- Required work:
Because the lines must stay identical, write out the data without changing anything.

- Input:
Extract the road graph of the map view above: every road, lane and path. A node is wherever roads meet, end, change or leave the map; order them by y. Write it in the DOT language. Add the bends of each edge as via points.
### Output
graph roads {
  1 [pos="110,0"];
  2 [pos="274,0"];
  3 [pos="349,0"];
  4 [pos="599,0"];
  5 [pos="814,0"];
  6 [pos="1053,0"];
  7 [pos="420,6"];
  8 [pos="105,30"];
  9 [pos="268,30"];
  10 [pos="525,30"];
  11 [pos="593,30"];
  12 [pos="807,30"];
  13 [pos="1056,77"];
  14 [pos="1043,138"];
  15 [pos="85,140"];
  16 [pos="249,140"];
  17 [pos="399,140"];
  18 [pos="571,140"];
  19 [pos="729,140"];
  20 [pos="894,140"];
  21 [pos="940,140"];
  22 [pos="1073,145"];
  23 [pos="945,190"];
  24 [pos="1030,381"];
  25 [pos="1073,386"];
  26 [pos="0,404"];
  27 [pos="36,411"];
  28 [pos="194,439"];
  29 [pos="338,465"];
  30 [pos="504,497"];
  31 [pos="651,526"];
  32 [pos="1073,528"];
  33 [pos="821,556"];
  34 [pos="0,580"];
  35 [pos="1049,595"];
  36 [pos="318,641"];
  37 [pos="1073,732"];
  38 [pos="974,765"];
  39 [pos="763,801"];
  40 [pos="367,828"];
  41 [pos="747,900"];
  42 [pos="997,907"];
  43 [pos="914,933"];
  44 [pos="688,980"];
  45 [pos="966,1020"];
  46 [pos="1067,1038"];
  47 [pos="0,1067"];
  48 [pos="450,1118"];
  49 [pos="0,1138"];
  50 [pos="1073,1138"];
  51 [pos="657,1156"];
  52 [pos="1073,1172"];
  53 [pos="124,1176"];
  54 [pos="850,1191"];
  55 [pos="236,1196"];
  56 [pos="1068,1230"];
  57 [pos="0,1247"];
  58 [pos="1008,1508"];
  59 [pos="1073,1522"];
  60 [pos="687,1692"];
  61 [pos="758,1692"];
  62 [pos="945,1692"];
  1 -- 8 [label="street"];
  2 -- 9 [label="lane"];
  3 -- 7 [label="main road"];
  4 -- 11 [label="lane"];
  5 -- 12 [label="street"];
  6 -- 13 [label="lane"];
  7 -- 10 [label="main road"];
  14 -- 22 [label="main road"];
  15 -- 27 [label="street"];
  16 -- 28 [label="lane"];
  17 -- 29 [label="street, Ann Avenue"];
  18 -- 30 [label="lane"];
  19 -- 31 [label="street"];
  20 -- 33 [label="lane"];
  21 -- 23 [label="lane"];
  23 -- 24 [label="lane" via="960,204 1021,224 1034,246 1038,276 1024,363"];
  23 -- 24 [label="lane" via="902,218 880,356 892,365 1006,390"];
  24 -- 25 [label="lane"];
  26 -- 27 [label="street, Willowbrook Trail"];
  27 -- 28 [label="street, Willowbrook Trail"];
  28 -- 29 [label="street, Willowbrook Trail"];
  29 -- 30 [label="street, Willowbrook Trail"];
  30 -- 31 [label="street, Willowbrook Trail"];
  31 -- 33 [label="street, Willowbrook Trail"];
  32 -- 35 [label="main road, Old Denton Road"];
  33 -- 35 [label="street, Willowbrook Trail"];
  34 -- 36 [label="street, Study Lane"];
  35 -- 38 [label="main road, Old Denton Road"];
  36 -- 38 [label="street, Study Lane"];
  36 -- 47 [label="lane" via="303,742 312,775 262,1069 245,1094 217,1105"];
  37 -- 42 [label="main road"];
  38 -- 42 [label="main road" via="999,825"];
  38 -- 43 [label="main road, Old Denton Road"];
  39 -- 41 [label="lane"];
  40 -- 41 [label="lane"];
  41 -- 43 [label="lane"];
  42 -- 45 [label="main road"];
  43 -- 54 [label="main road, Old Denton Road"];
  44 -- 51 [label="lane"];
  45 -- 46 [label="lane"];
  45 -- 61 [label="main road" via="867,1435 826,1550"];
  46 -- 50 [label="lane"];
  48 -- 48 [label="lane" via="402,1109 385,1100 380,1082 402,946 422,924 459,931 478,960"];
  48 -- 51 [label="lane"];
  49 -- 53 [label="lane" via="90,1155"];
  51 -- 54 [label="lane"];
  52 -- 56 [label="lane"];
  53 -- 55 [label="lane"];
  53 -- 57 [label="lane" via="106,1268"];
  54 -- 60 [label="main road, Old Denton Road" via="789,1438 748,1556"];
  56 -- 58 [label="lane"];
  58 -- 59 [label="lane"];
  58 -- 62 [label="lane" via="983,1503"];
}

- Exercise response:
Extract the road graph of the map view above: every road, lane and path. A node is wherever roads meet, end, change or leave the map; order them by y. Write it in the DOT language. Add the bends of each edge as via points.
### Output
graph roads {
  1 [pos="110,0"];
  2 [pos="274,0"];
  3 [pos="349,0"];
  4 [pos="599,0"];
  5 [pos="814,0"];
  6 [pos="1053,0"];
  7 [pos="420,6"];
  8 [pos="105,30"];
  9 [pos="268,30"];
  10 [pos="525,30"];
  11 [pos="593,30"];
  12 [pos="807,30"];
  13 [pos="1056,77"];
  14 [pos="1043,138"];
  15 [pos="85,140"];
  16 [pos="249,140"];
  17 [pos="399,140"];
  18 [pos="571,140"];
  19 [pos="729,140"];
  20 [pos="894,140"];
  21 [pos="940,140"];
  22 [pos="1073,145"];
  23 [pos="945,190"];
  24 [pos="1030,381"];
  25 [pos="1073,386"];
  26 [pos="0,404"];
  27 [pos="36,411"];
  28 [pos="194,439"];
  29 [pos="338,465"];
  30 [pos="504,497"];
  31 [pos="651,526"];
  32 [pos="1073,528"];
  33 [pos="821,556"];
  34 [pos="0,580"];
  35 [pos="1049,595"];
  36 [pos="318,641"];
  37 [pos="1073,732"];
  38 [pos="974,765"];
  39 [pos="763,801"];
  40 [pos="367,828"];
  41 [pos="747,900"];
  42 [pos="997,907"];
  43 [pos="914,933"];
  44 [pos="688,980"];
  45 [pos="966,1020"];
  46 [pos="1067,1038"];
  47 [pos="0,1067"];
  48 [pos="450,1118"];
  49 [pos="0,1138"];
  50 [pos="1073,1138"];
  51 [pos="657,1156"];
  52 [pos="1073,1172"];
  53 [pos="124,1176"];
  54 [pos="850,1191"];
  55 [pos="236,1196"];
  56 [pos="1068,1230"];
  57 [pos="0,1247"];
  58 [pos="1008,1508"];
  59 [pos="1073,1522"];
  60 [pos="687,1692"];
  61 [pos="758,1692"];
  62 [pos="945,1692"];
  1 -- 8 [label="street"];
  2 -- 9 [label="lane"];
  3 -- 7 [label="main road"];
  4 -- 11 [label="lane"];
  5 -- 12 [label="street"];
  6 -- 13 [label="lane"];
  7 -- 10 [label="main road"];
  14 -- 22 [label="main road"];
  15 -- 27 [label="street"];
  16 -- 28 [label="lane"];
  17 -- 29 [label="street, Ann Avenue"];
  18 -- 30 [label="lane"];
  19 -- 31 [label="street"];
  20 -- 33 [label="lane"];
  21 -- 23 [label="lane"];
  23 -- 24 [label="lane" via="960,204 1021,224 1034,246 1038,276 1024,363"];
  23 -- 24 [label="lane" via="902,218 880,356 892,365 1006,390"];
  24 -- 25 [label="lane"];
  26 -- 27 [label="street, Willowbrook Trail"];
  27 -- 28 [label="street, Willowbrook Trail"];
  28 -- 29 [label="street, Willowbrook Trail"];
  29 -- 30 [label="street, Willowbrook Trail"];
  30 -- 31 [label="street, Willowbrook Trail"];
  31 -- 33 [label="street, Willowbrook Trail"];
  32 -- 35 [label="main road, Old Denton Road"];
  33 -- 35 [label="street, Willowbrook Trail"];
  34 -- 36 [label="street, Study Lane"];
  35 -- 38 [label="main road, Old Denton Road"];
  36 -- 38 [label="street, Study Lane"];
  36 -- 47 [label="lane" via="303,742 312,775 262,1069 245,1094 217,1105"];
  37 -- 42 [label="main road"];
  38 -- 42 [label="main road" via="999,825"];
  38 -- 43 [label="main road, Old Denton Road"];
  39 -- 41 [label="lane"];
  40 -- 41 [label="lane"];
  41 -- 43 [label="lane"];
  42 -- 45 [label="main road"];
  43 -- 54 [label="main road, Old Denton Road"];
  44 -- 51 [label="lane"];
  45 -- 46 [label="lane"];
  45 -- 61 [label="main road" via="867,1435 826,1550"];
  46 -- 50 [label="lane"];
  48 -- 48 [label="lane" via="402,1109 385,1100 380,1082 402,946 422,924 459,931 478,960"];
  48 -- 51 [label="lane"];
  49 -- 53 [label="lane" via="90,1155"];
  51 -- 54 [label="lane"];
  52 -- 56 [label="lane"];
  53 -- 55 [label="lane"];
  53 -- 57 [label="lane" via="106,1268"];
  54 -- 60 [label="main road, Old Denton Road" via="789,1438 748,1556"];
  56 -- 58 [label="lane"];
  58 -- 59 [label="lane"];
  58 -- 62 [label="lane" via="983,1503"];
}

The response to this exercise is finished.